• Supplied information
____________________

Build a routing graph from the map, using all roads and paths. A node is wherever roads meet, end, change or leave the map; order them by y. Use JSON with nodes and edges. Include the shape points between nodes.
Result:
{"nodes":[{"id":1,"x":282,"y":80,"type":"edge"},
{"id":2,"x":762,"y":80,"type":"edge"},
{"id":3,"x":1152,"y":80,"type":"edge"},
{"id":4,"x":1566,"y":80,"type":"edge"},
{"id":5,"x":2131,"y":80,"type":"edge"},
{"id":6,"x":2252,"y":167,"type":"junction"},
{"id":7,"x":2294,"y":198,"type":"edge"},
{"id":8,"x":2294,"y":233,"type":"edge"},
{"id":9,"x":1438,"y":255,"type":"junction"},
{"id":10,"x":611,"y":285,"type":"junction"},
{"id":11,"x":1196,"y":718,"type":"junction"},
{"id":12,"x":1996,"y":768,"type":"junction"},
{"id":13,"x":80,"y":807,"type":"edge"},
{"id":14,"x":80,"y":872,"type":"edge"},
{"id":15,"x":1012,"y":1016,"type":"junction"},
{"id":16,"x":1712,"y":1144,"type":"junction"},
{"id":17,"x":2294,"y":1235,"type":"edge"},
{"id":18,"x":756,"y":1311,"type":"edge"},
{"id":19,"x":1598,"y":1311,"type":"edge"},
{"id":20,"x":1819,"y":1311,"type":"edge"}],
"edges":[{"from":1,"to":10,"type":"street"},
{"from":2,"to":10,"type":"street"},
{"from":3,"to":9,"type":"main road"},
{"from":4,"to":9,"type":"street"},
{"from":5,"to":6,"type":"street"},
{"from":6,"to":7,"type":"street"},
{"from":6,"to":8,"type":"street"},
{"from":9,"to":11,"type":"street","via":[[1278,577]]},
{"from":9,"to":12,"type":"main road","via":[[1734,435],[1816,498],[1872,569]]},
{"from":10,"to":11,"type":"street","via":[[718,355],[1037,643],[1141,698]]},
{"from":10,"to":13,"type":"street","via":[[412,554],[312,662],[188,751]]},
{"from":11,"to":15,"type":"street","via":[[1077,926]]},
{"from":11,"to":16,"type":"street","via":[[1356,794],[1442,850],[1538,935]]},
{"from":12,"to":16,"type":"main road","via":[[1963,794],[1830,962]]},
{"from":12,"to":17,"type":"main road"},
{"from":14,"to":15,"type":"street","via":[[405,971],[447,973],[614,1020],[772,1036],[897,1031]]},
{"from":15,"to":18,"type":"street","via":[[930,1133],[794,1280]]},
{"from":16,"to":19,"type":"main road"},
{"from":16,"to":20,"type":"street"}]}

____________________

• Exercise description
Copy out all lines above that include the string "main".

• Task answer
{"from":3,"to":9,"type":"main road"},
{"from":9,"to":12,"type":"main road","via":[[1734,435],[1816,498],[1872,569]]},
{"from":12,"to":16,"type":"main road","via":[[1963,794],[1830,962]]},
{"from":12,"to":17,"type":"main road"},
{"from":16,"to":19,"type":"main road"},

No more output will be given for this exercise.